New McDonald's opens in Columbia, expanding local owner-operator footprint
A new Providence Road McDonald’s gave Columbia workers another hiring lane inside the Gremaud family’s long-running franchise, with training and promotion paths in play.

A new McDonald’s at 200 S. Providence Road in Columbia gave the Gremaud family’s local franchise another restaurant and opened a fresh hiring lane for crew members, shift leads and managers. In a chain where McDonald’s says about 95% of restaurants worldwide are owned and operated by independent local business owners, a single store opening can change who gets hired, who gets trained and who gets the next step up.

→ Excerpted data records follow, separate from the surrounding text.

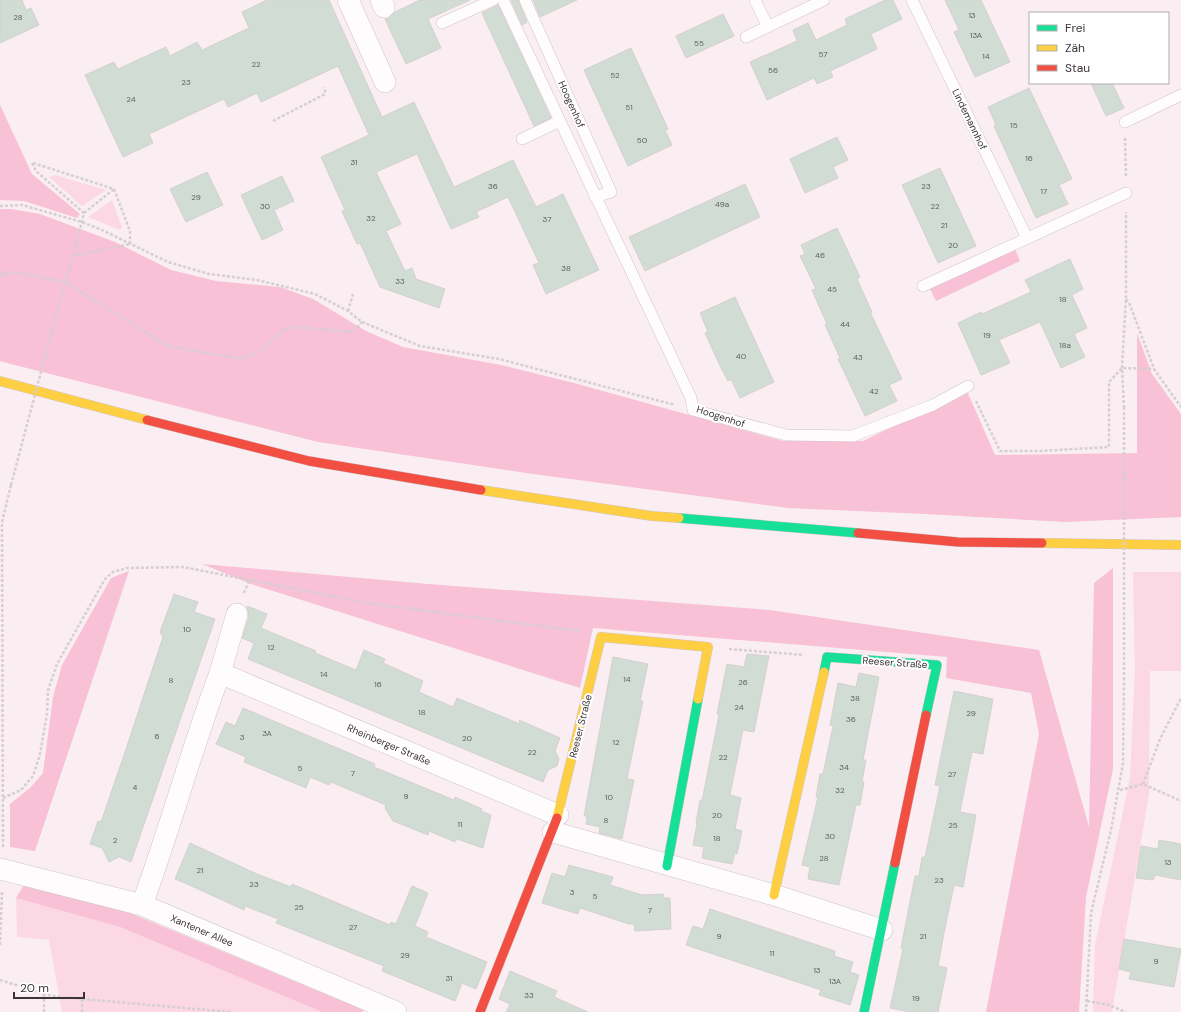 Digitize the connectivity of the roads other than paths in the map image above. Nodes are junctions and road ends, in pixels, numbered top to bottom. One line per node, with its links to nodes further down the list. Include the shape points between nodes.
1 (348, 0): 11 (street)
2 (493, 0): 8 (lane)
3 (503, 0): 13 (lane, Hoogenhof)
4 (525, 0): 17 (lane, Hoogenhof, via 611,192)
5 (755, 0): 9 (lane)
6 (824, 0): 9 (lane)
7 (912, 0): 18 (lane, Lindemannhof)
8 (442, 23)
9 (768, 27): 10 (lane)
10 (746, 37)
11 (386, 82)
12 (1181, 94): 14 (lane)
13 (560, 121): 15 (lane, Hoogenhof); 17 (lane, Hoogenhof)
14 (1125, 122)
15 (522, 139)
16 (1126, 193): 18 (lane)
17 (595, 198): 21 (lane, Hoogenhof, via 691,398 693,410 786,435 853,436 933,405)
18 (1027, 238): 19 (lane)
19 (923, 286)
20 (0, 381): 22 (street, via 309,461 652,516 958,542)
21 (968, 386)
22 (1181, 545)
23 (237, 614): 24 (street)
24 (220, 673): 25 (street, Rheinberger Straße); 29 (street, via 198,731 173,817)
25 (555, 824): 26 (street); 26 (street, Reeser Straße, via 601,637 708,647); 32 (street, Reeser Straße)
26 (667, 866): 28 (street)
27 (1, 869): 29 (street, Xantener Allee)
28 (774, 895): 30 (street); 30 (street, Reeser Straße, via 826,657 937,665)
29 (142, 905): 31 (street, Xantener Allee)
30 (882, 930): 33 (street, Reeser Straße)
31 (388, 1010)
32 (480, 1012)
33 (864, 1012)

For workers, the opening meant more than another drive-thru. New restaurants usually bring fresh equipment, a blank-slate team culture and a fast push to fill stations, from the grill and fryers to the front counter and drive-thru. That can create openings for people who already know the system, while also pulling in new hires who need to be brought up to speed quickly. For managers, it is a stress test: staffing has to be locked in, standards have to be built early and nearby stores often feel the pressure when experienced crew members move across the market.

McDonald’s has long sold that structure as part of its franchise model. The company says its U.S. and global systems include training and support programs for owner-operators, and it points to Archways to Opportunity as one of the clearest worker-facing ladders inside the brand. Archways offers English-language learning, a high school diploma at no cost, college tuition assistance and education and career advising. In 2024, McDonald’s said participating franchisees and the company had invested more than $240 million in the program and helped more than 90,000 crew members.

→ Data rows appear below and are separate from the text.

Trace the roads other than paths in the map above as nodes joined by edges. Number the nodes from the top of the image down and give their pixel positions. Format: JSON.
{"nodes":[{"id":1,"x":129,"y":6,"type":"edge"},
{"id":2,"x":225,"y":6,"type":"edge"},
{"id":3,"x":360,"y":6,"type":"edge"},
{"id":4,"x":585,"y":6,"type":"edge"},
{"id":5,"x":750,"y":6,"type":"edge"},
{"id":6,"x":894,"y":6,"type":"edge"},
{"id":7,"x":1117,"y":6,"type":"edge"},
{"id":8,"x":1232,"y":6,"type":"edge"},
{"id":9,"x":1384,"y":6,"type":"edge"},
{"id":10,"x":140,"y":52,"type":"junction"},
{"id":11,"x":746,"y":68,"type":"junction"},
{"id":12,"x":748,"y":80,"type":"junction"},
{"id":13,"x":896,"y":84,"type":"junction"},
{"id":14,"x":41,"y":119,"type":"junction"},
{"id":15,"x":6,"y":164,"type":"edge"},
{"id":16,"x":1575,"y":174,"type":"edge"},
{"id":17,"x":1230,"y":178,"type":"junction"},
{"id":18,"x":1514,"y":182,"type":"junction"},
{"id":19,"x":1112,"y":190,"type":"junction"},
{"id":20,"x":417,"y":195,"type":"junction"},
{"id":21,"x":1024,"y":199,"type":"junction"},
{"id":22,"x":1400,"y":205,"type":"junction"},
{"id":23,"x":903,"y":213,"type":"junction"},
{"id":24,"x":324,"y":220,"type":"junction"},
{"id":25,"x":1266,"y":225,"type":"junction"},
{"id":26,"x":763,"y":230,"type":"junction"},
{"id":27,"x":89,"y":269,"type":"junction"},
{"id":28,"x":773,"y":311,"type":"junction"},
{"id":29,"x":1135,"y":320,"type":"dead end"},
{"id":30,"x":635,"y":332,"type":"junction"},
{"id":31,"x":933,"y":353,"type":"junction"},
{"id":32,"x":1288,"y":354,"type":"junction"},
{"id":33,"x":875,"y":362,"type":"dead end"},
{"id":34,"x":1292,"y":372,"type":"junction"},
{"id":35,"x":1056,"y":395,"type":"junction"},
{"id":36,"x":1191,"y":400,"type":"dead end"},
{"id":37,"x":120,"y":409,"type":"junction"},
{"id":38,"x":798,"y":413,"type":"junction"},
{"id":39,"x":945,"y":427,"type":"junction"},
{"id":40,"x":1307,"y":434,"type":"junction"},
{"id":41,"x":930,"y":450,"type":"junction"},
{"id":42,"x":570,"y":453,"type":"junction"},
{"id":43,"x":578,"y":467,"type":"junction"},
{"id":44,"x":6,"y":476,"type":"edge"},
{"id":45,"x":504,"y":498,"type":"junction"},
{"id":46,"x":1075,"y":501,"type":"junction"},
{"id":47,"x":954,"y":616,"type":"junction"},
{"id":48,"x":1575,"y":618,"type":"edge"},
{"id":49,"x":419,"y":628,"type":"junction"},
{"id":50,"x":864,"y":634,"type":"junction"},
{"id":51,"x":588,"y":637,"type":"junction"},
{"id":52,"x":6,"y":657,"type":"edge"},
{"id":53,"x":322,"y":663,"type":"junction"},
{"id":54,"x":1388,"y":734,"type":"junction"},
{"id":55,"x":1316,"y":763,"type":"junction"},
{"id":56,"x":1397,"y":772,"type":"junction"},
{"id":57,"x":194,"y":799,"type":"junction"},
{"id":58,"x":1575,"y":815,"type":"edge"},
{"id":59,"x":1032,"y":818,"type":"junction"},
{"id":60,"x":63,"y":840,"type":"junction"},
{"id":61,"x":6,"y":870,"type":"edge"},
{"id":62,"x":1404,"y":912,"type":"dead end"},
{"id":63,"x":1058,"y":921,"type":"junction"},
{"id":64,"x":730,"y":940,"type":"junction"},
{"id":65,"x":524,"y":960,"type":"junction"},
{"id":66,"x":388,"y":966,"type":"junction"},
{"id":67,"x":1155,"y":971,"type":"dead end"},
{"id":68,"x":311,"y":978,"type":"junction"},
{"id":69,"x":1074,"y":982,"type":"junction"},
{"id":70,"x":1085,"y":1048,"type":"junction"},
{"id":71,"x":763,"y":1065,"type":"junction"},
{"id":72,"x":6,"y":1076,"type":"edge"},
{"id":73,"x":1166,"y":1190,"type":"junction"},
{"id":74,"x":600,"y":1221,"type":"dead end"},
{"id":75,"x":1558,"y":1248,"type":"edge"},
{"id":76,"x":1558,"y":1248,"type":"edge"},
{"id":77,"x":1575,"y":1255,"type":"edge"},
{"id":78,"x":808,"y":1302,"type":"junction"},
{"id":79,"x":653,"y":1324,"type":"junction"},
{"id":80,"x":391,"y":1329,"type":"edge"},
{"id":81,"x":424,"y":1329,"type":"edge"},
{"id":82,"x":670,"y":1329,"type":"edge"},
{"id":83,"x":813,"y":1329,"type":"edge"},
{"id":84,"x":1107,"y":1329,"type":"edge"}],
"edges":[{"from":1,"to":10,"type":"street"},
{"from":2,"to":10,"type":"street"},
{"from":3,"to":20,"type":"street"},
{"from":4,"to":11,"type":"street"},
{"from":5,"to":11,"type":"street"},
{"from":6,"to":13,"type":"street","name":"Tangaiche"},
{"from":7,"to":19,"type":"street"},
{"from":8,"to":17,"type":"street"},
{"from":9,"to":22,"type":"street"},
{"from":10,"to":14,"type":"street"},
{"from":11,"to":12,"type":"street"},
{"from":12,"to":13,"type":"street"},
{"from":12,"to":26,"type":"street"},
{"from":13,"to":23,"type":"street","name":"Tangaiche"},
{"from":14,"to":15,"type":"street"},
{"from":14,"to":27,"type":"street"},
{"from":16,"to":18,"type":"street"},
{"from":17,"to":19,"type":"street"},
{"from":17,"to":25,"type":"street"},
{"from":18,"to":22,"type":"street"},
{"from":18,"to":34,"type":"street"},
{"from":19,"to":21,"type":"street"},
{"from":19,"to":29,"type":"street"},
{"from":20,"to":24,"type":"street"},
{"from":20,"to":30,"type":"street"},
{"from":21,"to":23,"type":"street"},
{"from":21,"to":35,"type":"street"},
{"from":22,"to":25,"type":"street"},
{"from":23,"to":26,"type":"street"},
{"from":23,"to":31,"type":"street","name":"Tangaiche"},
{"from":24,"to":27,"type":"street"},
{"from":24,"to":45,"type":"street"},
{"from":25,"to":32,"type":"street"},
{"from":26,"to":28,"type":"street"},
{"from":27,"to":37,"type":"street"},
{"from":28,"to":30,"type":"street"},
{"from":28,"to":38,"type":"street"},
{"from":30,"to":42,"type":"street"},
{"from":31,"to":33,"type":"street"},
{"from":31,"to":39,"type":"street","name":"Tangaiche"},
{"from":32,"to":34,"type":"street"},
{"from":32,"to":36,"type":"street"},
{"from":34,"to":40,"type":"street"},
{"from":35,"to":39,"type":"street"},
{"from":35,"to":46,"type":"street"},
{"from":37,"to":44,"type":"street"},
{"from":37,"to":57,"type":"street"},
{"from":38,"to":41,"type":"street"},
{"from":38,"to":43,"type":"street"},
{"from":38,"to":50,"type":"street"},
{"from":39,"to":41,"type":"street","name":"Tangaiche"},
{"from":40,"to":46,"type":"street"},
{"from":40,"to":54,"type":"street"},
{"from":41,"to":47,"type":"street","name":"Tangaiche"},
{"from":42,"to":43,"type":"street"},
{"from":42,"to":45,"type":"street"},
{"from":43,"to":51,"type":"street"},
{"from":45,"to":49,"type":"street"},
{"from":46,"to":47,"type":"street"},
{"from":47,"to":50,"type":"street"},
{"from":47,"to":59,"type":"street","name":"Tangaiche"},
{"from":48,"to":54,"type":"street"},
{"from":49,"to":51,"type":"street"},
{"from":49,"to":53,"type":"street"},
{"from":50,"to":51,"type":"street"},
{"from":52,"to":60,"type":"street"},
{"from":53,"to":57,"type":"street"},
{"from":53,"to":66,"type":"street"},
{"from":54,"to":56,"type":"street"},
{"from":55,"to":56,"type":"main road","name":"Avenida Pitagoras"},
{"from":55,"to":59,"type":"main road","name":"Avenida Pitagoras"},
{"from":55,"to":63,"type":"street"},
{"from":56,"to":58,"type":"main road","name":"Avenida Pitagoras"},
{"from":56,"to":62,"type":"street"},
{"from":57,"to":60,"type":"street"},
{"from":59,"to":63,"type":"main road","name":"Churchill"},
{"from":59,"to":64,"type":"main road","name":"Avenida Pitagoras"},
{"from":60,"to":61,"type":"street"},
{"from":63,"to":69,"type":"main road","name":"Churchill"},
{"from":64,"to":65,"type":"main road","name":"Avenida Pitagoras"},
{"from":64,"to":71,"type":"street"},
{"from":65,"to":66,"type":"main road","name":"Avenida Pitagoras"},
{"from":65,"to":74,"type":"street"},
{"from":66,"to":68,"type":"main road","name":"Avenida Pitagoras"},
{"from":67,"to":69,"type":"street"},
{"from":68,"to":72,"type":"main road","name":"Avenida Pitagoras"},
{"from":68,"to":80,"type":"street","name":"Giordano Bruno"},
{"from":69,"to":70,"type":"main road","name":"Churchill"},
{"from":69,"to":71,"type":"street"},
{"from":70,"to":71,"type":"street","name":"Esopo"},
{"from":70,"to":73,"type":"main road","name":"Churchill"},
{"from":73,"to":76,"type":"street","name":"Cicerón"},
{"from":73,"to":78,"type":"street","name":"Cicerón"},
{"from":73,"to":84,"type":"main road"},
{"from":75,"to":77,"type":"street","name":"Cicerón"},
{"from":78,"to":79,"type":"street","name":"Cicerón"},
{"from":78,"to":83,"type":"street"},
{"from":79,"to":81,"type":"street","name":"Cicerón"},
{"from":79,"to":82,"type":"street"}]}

The Columbia opening also fits into a broader ownership picture that matters to employees trying to understand where power sits inside McDonald’s. The company says it has national and regional operator groups, including the National Black McDonald’s Operator Association, Hispanic Operator Association, Women’s Operator Network, Owner Operator Pride Network and Asian McDonald’s Operator Association, as forums for owner-operators and the company to exchange ideas. McDonald’s also launched a U.S. franchisee recruitment initiative in December 2021 with a five-year, $250 million commitment to help candidates access alternatives to traditional financing. Its diversity snapshot says 30% of U.S. franchisees are women and 33% identify as Asian, Black or Hispanic.
In Columbia, the Gremaud family’s long-running McDonald’s presence makes the new Providence Road site part of an established local pattern, not a one-off build. The opening landed as the Providence Road bridge over Interstate 70 was scheduled for replacement later in May, a project expected to bring major traffic disruptions to the corridor. For employees and managers, that means the story is not just about another restaurant on the map. It is about where jobs are created, how fast people can move up and how a local operator keeps a growing footprint staffed and steady.